___ DATA TO PROCESS ___
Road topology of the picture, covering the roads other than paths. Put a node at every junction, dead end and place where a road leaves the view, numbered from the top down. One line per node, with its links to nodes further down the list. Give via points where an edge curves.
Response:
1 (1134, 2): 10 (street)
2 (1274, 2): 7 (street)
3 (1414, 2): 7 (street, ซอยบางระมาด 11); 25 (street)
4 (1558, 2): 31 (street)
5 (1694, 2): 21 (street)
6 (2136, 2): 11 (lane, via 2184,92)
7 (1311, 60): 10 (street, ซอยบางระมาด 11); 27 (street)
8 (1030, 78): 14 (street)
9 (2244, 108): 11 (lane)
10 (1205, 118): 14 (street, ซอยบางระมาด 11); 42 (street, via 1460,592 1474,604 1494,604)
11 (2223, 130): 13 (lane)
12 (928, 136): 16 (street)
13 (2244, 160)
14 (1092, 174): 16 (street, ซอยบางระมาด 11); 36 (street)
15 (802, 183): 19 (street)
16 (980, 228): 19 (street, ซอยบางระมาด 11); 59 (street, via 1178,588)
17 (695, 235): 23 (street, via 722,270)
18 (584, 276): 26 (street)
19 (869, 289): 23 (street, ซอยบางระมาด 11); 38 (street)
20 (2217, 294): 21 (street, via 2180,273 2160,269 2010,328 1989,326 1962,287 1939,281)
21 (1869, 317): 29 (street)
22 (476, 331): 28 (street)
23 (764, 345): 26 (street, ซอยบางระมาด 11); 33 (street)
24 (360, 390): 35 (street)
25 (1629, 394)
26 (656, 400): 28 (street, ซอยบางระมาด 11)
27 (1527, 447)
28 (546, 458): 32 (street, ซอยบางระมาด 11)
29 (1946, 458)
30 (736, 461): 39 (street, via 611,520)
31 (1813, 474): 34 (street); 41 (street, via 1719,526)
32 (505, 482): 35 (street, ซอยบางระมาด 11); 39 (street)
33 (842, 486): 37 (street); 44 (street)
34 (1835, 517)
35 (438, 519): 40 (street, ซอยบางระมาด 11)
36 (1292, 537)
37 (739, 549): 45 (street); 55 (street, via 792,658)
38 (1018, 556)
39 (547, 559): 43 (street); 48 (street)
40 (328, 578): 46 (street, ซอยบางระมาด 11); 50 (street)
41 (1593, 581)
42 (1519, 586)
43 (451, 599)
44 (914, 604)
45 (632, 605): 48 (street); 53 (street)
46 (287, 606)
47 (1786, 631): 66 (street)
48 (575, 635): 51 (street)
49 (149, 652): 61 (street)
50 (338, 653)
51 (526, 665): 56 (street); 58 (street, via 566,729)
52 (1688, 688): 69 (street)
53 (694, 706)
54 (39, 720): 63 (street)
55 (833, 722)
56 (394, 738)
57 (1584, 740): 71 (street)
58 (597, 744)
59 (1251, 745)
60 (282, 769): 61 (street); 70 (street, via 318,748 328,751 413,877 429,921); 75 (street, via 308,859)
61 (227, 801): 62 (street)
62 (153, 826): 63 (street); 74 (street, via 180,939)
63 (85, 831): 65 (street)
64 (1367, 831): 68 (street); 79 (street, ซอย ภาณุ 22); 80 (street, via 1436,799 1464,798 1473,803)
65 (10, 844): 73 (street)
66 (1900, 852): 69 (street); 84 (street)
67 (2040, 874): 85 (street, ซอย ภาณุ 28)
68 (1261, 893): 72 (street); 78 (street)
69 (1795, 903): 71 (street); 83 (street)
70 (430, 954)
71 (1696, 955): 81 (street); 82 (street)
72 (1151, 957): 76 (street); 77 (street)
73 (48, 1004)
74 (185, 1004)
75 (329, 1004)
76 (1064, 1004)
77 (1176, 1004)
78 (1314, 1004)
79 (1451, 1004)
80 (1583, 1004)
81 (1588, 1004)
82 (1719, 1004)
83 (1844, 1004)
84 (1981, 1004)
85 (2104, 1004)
___
> PROMPT
Every piece of the data must be set down exactly. Omit nothing.

> EXERCISE RESULT
Road topology of the picture, covering the roads other than paths. Put a node at every junction, dead end and place where a road leaves the view, numbered from the top down. One line per node, with its links to nodes further down the list. Give via points where an edge curves.
Response:
1 (1134, 2): 10 (street)
2 (1274, 2): 7 (street)
3 (1414, 2): 7 (street, ซอยบางระมาด 11); 25 (street)
4 (1558, 2): 31 (street)
5 (1694, 2): 21 (street)
6 (2136, 2): 11 (lane, via 2184,92)
7 (1311, 60): 10 (street, ซอยบางระมาด 11); 27 (street)
8 (1030, 78): 14 (street)
9 (2244, 108): 11 (lane)
10 (1205, 118): 14 (street, ซอยบางระมาด 11); 42 (street, via 1460,592 1474,604 1494,604)
11 (2223, 130): 13 (lane)
12 (928, 136): 16 (street)
13 (2244, 160)
14 (1092, 174): 16 (street, ซอยบางระมาด 11); 36 (street)
15 (802, 183): 19 (street)
16 (980, 228): 19 (street, ซอยบางระมาด 11); 59 (street, via 1178,588)
17 (695, 235): 23 (street, via 722,270)
18 (584, 276): 26 (street)
19 (869, 289): 23 (street, ซอยบางระมาด 11); 38 (street)
20 (2217, 294): 21 (street, via 2180,273 2160,269 2010,328 1989,326 1962,287 1939,281)
21 (1869, 317): 29 (street)
22 (476, 331): 28 (street)
23 (764, 345): 26 (street, ซอยบางระมาด 11); 33 (street)
24 (360, 390): 35 (street)
25 (1629, 394)
26 (656, 400): 28 (street, ซอยบางระมาด 11)
27 (1527, 447)
28 (546, 458): 32 (street, ซอยบางระมาด 11)
29 (1946, 458)
30 (736, 461): 39 (street, via 611,520)
31 (1813, 474): 34 (street); 41 (street, via 1719,526)
32 (505, 482): 35 (street, ซอยบางระมาด 11); 39 (street)
33 (842, 486): 37 (street); 44 (street)
34 (1835, 517)
35 (438, 519): 40 (street, ซอยบางระมาด 11)
36 (1292, 537)
37 (739, 549): 45 (street); 55 (street, via 792,658)
38 (1018, 556)
39 (547, 559): 43 (street); 48 (street)
40 (328, 578): 46 (street, ซอยบางระมาด 11); 50 (street)
41 (1593, 581)
42 (1519, 586)
43 (451, 599)
44 (914, 604)
45 (632, 605): 48 (street); 53 (street)
46 (287, 606)
47 (1786, 631): 66 (street)
48 (575, 635): 51 (street)
49 (149, 652): 61 (street)
50 (338, 653)
51 (526, 665): 56 (street); 58 (street, via 566,729)
52 (1688, 688): 69 (street)
53 (694, 706)
54 (39, 720): 63 (street)
55 (833, 722)
56 (394, 738)
57 (1584, 740): 71 (street)
58 (597, 744)
59 (1251, 745)
60 (282, 769): 61 (street); 70 (street, via 318,748 328,751 413,877 429,921); 75 (street, via 308,859)
61 (227, 801): 62 (street)
62 (153, 826): 63 (street); 74 (street, via 180,939)
63 (85, 831): 65 (street)
64 (1367, 831): 68 (street); 79 (street, ซอย ภาณุ 22); 80 (street, via 1436,799 1464,798 1473,803)
65 (10, 844): 73 (street)
66 (1900, 852): 69 (street); 84 (street)
67 (2040, 874): 85 (street, ซอย ภาณุ 28)
68 (1261, 893): 72 (street); 78 (street)
69 (1795, 903): 71 (street); 83 (street)
70 (430, 954)
71 (1696, 955): 81 (street); 82 (street)
72 (1151, 957): 76 (street); 77 (street)
73 (48, 1004)
74 (185, 1004)
75 (329, 1004)
76 (1064, 1004)
77 (1176, 1004)
78 (1314, 1004)
79 (1451, 1004)
80 (1583, 1004)
81 (1588, 1004)
82 (1719, 1004)
83 (1844, 1004)
84 (1981, 1004)
85 (2104, 1004)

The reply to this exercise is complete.